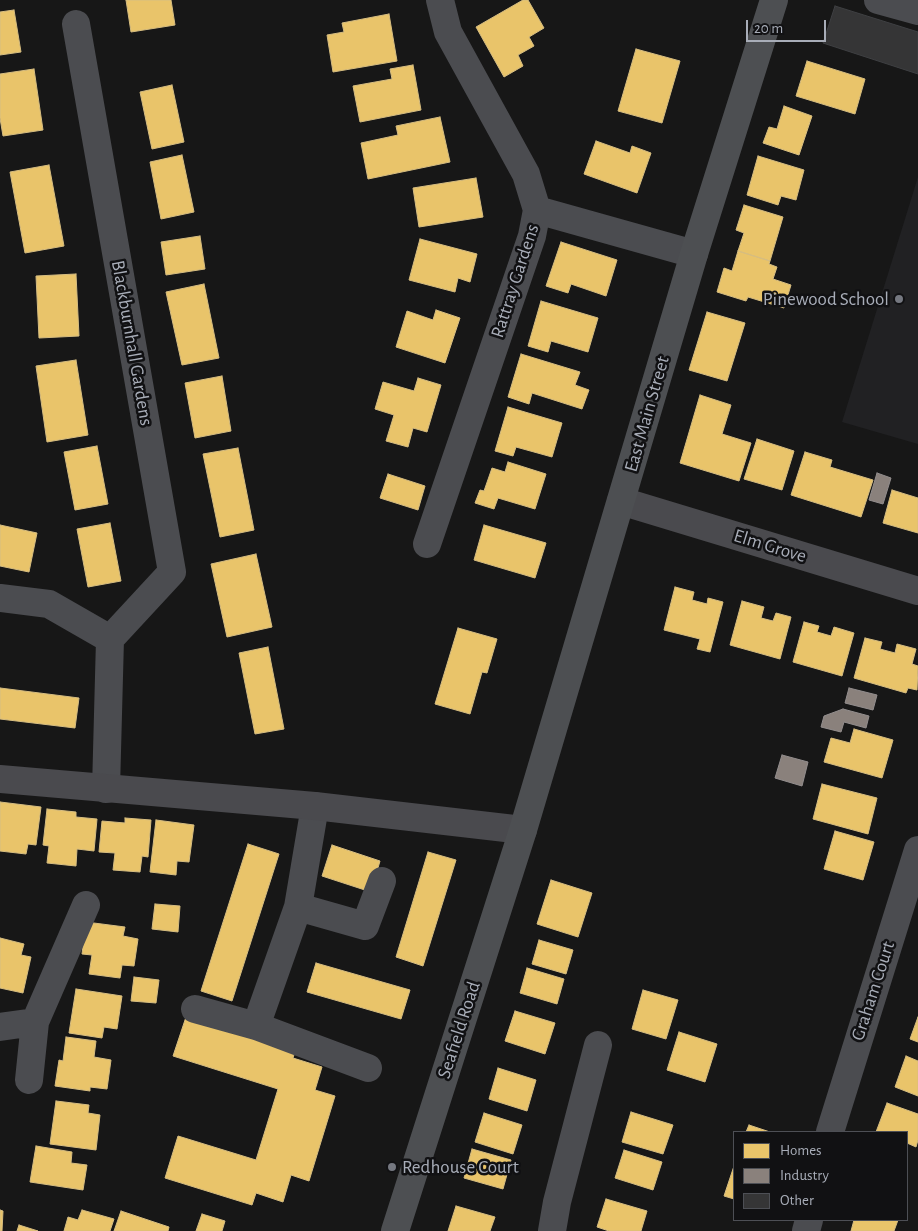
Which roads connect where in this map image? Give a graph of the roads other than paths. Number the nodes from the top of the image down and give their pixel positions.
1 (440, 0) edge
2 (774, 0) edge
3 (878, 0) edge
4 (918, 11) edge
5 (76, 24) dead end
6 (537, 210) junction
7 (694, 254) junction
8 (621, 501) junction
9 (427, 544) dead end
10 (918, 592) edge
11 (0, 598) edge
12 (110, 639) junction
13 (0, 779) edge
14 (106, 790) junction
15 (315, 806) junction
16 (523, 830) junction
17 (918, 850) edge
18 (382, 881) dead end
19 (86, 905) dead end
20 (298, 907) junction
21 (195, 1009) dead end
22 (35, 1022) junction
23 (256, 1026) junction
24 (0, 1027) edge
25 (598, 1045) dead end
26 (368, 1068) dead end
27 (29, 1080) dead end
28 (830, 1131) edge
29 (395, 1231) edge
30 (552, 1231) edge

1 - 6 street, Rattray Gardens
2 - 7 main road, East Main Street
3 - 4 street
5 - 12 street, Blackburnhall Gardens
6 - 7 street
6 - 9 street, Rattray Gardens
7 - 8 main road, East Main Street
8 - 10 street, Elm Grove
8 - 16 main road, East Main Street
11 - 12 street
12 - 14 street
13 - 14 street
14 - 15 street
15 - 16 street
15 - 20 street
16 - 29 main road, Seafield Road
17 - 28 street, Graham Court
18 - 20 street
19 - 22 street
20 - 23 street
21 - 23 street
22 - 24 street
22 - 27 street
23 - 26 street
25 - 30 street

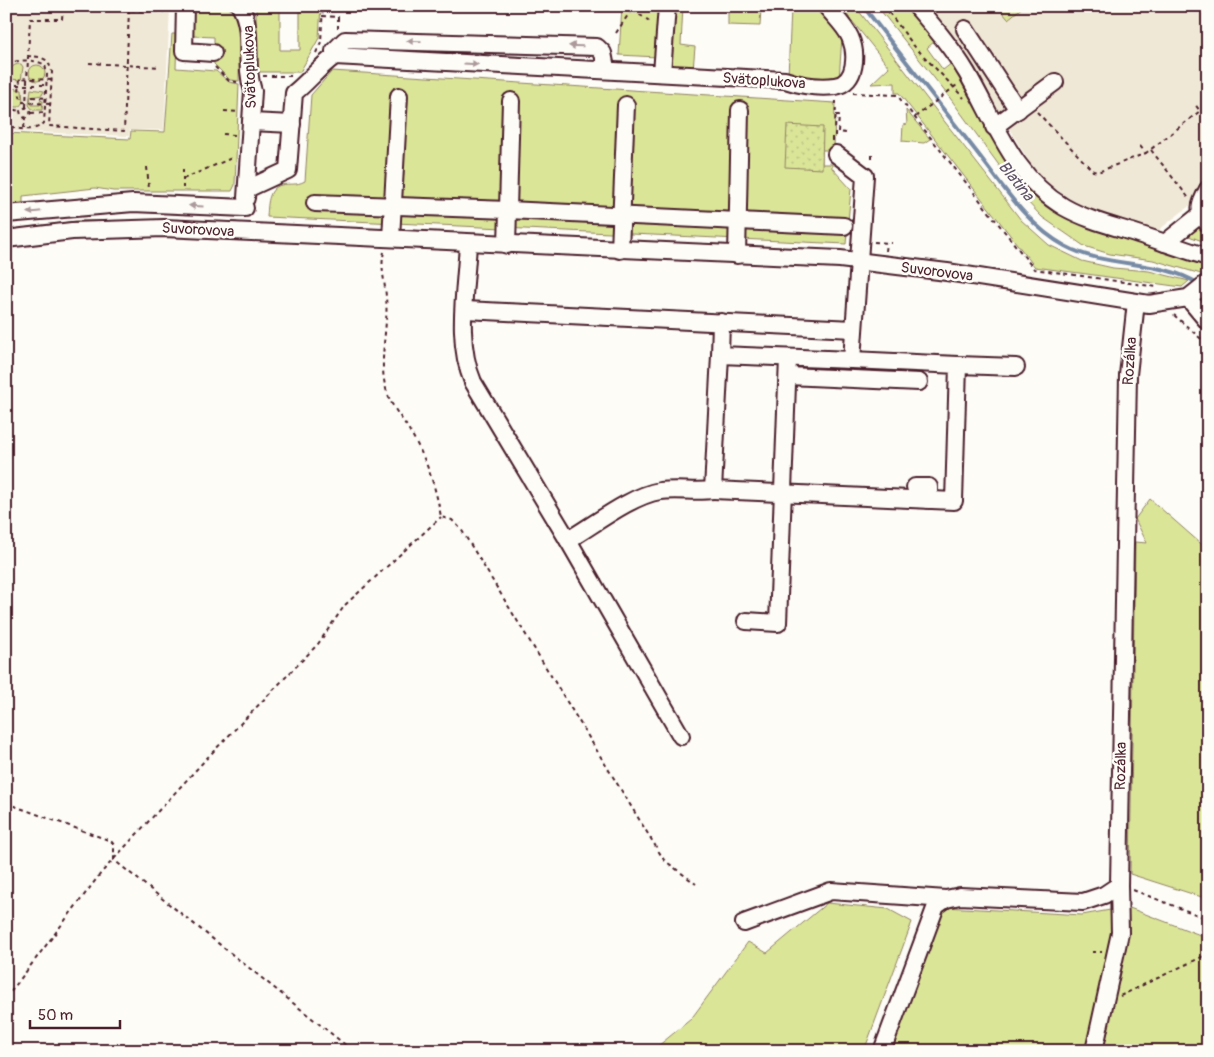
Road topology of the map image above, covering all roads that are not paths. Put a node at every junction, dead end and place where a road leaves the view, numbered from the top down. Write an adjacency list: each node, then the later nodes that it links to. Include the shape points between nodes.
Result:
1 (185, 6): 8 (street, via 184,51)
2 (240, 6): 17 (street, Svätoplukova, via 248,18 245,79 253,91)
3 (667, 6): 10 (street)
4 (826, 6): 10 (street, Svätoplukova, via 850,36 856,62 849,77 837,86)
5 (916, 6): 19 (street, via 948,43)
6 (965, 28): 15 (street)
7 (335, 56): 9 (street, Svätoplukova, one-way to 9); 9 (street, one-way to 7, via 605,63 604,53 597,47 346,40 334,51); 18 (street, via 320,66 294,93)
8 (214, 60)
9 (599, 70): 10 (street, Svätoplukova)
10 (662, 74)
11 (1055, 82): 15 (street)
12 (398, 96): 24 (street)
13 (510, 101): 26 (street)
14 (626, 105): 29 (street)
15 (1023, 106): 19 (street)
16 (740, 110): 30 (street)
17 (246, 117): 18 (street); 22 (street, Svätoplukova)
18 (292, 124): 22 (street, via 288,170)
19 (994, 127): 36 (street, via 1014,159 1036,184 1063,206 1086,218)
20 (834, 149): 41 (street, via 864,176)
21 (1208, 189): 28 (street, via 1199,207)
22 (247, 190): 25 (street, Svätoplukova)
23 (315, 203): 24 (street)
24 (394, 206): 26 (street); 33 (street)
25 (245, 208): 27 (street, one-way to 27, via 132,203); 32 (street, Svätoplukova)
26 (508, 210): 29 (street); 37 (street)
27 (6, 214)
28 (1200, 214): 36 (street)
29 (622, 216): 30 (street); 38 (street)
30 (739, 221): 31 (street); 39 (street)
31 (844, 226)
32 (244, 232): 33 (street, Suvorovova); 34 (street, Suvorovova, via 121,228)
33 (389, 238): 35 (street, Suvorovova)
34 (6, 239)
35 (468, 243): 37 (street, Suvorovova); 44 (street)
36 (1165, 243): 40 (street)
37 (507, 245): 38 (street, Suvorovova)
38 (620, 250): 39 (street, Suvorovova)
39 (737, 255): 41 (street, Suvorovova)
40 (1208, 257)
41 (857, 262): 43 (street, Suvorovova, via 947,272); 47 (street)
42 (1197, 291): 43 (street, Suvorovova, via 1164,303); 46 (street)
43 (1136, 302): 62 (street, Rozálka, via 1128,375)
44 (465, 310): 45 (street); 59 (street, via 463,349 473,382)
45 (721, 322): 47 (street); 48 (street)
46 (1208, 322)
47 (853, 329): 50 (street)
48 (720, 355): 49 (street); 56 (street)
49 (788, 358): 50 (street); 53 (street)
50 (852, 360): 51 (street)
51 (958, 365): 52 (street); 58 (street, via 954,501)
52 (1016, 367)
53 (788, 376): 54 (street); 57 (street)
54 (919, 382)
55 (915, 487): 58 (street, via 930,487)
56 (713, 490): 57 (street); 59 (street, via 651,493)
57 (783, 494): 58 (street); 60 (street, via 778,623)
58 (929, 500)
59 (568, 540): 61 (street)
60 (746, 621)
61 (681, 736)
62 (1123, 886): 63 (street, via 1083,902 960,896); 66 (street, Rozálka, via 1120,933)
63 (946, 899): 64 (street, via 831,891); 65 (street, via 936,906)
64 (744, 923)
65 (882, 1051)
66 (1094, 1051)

________________________________________

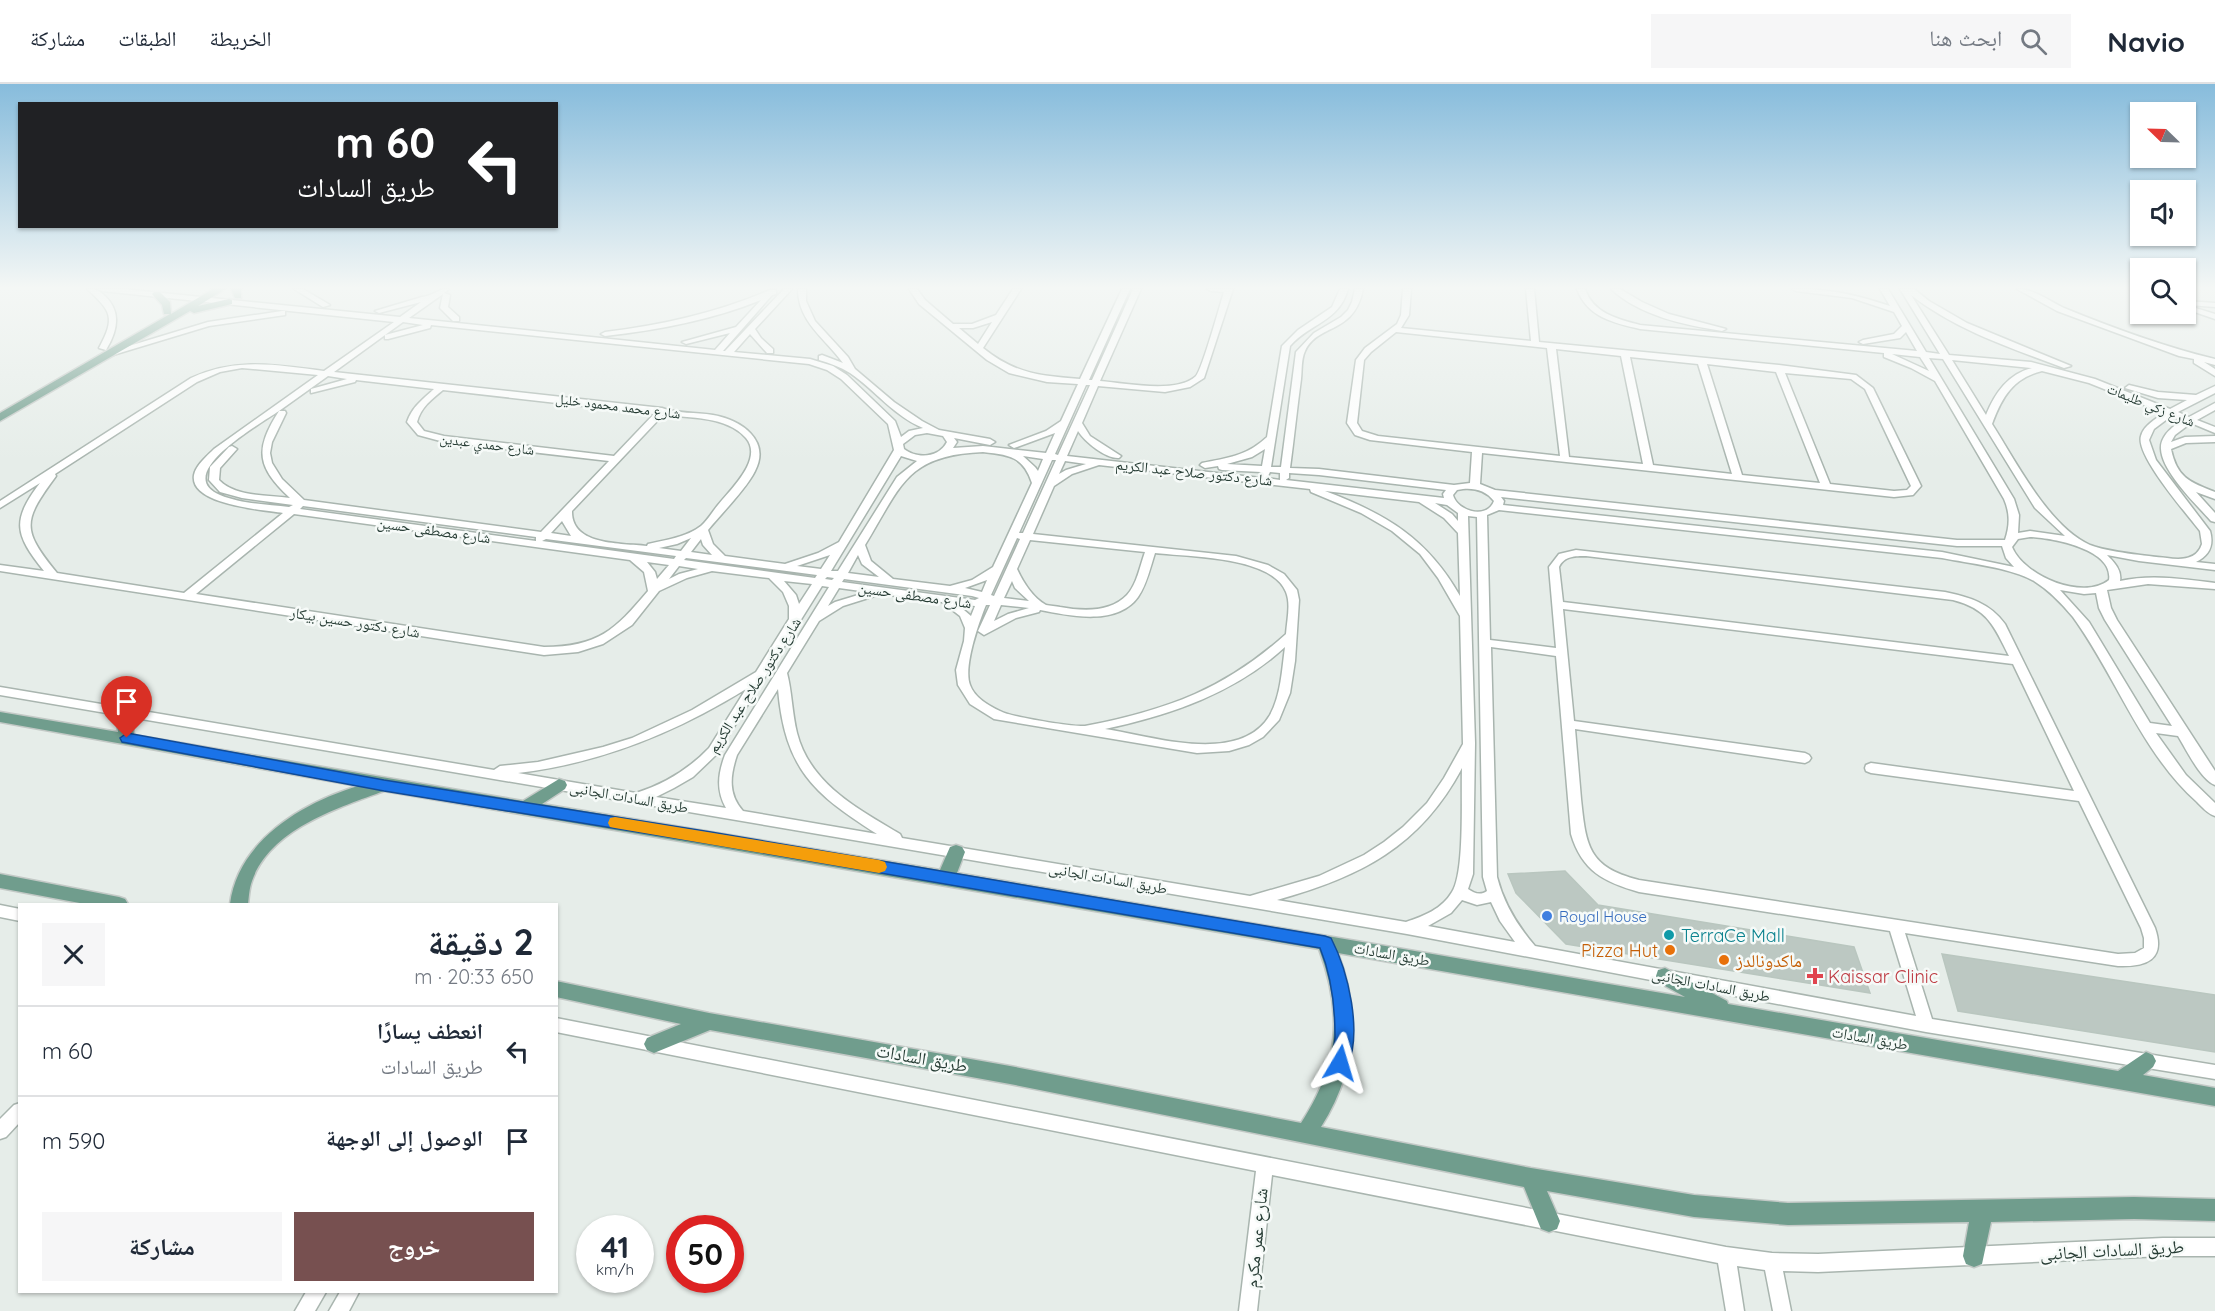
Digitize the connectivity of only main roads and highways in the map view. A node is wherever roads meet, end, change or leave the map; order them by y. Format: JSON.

________________________________________

Problem |
In the listing above, find each line with the word "view" and return it.

Answer space |
Road topology of the map image above, covering all roads that are not paths. Put a node at every junction, dead end and place where a road leaves the view, numbered from the top down. Write an adjacency list: each node, then the later nodes that it links to. Include the shape points between nodes.
Digitize the connectivity of only main roads and highways in the map view. A node is wherever roads meet, end, change or leave the map; order them by y. Format: JSON.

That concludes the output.